The majority (79%) of the observed variants in this aortic event group were protein truncating (62%: nonsense (12/34; 35%) and frameshift (9/34; 27%)) or splicing (6/34; 18%), and only 21% (7/34) of them were missense mutations ( Table 1 ). In comparison, protein truncating or splicing variants occurred at a frequency of 39% (truncating, 27%; splicing, 12%) in mutation-positive patients without a reported aortic event. An analysis of mutation-positive patients without a reported aortic event who fulfilled the 2010 revised Ghent nosology criteria demonstrated that 52% (28/54) of these patients had a missense variant. Thus, among Ghent-positive patients, there was also a significantly lower frequency of truncating/splicing variants in those who did not have a reported aortic event (48 vs. 79%; P = 0.0039). Because our aortic event cohort did not contain patients younger than 15 years of age, and because younger patients are much less likely to have aortic events, we performed a secondary analysis of the cohort, excluding patients younger than 15 years of age. Patients without a reported aortic event who were 15 years of age or older had a similar frequency of truncating/splicing variants (41%) as patients without a reported aortic event at all ages (39%) ( Table 1 ), and this frequency was still statistically significantly lower than the 79% observed in patients with aortic events (P = 0.0003).

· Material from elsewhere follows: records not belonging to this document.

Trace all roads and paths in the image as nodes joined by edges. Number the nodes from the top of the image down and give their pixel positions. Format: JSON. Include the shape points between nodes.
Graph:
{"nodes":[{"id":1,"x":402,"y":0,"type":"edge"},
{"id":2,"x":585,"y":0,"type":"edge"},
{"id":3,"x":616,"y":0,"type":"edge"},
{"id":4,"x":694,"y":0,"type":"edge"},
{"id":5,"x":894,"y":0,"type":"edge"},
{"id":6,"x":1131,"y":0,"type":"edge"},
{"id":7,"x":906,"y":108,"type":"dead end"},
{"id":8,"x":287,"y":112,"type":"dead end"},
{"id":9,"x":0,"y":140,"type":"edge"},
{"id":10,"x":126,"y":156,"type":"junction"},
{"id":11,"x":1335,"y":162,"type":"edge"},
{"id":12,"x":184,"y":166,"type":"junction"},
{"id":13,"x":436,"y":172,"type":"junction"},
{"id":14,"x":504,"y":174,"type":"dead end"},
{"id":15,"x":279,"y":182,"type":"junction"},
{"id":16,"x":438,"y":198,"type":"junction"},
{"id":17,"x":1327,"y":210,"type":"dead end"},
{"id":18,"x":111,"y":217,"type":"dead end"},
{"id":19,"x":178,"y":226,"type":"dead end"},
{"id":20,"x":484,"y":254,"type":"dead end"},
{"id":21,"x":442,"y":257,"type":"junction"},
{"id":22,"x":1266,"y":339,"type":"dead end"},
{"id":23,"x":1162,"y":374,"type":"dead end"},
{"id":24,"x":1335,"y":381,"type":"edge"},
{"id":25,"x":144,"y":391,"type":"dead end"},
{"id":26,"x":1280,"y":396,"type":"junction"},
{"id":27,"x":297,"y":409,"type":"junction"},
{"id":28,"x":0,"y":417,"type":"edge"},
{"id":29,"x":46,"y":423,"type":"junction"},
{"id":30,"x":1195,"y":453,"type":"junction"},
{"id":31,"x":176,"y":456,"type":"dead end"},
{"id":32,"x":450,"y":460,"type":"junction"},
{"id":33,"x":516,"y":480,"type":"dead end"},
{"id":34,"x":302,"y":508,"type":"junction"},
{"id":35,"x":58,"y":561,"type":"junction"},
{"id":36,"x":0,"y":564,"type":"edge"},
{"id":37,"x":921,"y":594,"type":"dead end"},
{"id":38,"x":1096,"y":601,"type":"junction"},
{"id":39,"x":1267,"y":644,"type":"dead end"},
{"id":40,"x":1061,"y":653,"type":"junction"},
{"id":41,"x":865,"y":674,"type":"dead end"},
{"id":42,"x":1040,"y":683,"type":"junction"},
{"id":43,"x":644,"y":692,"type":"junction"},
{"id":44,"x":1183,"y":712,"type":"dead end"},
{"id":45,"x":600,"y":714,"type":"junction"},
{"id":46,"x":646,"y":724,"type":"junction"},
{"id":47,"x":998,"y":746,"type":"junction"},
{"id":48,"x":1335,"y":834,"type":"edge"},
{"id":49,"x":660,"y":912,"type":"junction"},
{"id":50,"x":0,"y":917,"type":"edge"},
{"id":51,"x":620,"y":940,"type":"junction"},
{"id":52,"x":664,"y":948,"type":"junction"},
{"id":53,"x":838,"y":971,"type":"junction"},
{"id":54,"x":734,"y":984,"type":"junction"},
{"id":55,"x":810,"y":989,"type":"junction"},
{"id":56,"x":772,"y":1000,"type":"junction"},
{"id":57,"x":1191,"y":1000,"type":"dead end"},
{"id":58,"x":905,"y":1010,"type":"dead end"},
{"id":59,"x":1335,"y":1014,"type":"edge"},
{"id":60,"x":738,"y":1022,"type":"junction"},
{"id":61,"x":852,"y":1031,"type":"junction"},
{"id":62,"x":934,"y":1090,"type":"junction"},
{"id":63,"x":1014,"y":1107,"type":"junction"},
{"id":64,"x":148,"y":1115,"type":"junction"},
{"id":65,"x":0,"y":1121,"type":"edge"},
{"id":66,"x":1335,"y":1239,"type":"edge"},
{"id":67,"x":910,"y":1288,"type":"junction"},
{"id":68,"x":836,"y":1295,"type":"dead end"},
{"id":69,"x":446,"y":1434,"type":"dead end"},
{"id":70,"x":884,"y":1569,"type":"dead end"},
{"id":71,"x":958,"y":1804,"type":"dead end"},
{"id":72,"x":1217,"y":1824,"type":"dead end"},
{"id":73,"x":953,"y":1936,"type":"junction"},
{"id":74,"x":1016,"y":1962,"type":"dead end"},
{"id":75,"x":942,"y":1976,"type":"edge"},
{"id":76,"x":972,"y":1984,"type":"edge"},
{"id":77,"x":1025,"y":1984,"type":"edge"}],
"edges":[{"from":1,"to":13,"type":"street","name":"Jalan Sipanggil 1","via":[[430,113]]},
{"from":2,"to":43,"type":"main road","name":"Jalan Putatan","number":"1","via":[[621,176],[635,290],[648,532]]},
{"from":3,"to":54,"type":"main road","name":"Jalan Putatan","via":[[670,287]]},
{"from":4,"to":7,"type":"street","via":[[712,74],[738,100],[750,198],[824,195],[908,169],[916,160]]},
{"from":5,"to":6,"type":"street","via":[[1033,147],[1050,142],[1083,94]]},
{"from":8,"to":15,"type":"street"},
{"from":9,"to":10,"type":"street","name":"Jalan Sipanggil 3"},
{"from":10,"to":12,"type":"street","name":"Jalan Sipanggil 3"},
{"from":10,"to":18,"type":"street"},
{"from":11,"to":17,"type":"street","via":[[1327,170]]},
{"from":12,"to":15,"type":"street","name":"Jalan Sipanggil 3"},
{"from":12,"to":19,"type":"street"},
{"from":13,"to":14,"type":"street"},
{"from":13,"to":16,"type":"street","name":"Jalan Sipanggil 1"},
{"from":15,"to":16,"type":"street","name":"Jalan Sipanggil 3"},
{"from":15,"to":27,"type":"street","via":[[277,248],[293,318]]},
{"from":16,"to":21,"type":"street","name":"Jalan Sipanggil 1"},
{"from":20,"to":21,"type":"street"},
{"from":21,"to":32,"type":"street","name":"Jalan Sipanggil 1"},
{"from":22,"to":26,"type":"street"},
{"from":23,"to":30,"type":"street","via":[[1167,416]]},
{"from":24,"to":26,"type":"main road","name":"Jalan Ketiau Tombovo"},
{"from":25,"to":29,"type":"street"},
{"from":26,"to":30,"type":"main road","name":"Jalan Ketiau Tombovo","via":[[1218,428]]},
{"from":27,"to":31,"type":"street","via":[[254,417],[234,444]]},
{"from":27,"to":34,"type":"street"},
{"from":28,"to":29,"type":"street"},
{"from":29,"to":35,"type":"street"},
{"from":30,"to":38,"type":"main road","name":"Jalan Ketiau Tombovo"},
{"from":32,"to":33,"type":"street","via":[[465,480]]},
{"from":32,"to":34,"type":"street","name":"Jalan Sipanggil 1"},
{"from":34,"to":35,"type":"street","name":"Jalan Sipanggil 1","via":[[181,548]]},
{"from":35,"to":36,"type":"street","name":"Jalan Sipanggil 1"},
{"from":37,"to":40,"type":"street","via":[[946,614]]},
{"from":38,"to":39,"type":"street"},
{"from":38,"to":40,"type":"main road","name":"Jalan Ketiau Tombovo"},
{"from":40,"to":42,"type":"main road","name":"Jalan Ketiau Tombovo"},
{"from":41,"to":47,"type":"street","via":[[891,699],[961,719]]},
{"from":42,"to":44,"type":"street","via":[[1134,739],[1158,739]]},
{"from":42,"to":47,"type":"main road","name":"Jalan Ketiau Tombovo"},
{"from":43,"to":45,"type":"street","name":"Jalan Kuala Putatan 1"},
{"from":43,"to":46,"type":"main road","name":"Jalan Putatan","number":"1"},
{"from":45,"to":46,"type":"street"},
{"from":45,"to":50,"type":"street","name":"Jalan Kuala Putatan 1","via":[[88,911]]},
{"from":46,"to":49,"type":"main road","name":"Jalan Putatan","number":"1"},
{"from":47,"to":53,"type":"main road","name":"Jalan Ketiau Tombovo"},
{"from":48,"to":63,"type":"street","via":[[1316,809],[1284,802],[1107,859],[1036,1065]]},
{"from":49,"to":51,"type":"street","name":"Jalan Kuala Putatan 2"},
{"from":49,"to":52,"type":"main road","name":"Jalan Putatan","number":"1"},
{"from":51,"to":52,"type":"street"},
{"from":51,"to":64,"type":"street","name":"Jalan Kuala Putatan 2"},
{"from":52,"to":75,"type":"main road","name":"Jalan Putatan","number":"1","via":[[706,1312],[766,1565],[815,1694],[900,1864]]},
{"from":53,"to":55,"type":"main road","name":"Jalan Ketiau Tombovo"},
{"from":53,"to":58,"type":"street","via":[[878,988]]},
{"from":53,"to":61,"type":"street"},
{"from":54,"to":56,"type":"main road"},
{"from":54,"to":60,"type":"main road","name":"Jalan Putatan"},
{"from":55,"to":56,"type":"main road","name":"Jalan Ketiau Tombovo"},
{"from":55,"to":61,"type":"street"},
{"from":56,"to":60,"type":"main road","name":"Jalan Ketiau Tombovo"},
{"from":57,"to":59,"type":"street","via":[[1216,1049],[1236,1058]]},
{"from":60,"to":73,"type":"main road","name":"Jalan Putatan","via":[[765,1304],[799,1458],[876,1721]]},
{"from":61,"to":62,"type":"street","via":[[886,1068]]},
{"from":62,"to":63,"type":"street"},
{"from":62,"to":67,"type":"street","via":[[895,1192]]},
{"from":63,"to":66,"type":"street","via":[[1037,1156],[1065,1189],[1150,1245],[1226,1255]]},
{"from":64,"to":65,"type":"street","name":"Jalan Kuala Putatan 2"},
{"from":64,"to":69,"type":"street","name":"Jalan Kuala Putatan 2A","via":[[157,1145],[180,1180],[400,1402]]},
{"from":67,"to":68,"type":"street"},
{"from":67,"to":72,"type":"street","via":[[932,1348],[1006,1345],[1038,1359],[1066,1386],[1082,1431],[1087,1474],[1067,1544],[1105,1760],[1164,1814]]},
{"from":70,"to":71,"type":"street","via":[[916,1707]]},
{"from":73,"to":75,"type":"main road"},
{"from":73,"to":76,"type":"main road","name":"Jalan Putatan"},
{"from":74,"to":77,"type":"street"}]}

Détaint et al.1 previously reported on cardiovascular manifestations in 1,013 probands with pathogenic FBN1 mutations. They observed that the probability of an aortic event before the age of 30 years in their cohort was 16% in men and 11% in women; before the age of 40 years this probability was ~40–45% in men and 25% in women. Because our aortic event cohort had a wide age range (15–71 years) at the time of testing, we performed additional age-dependent analyses. There were 12 patients with aortic events (6 male and 6 female) younger than the age of 30, and all of them (12/12; 100%) had a truncating or splicing variant. When we included patients 40 years of age or younger with an aortic event, 20 of 21 patients (95%; 9 males, 12 females) had a truncating or splicing variant. The one patient in this group who did not have a truncating or splicing variant had aortic root replacement surgery at the age of 34 years (aortic root diameter, 51 mm), and she harbored a novel, likely pathogenic p.G560D variant in a cbEGF-like domain ( Table 2 ).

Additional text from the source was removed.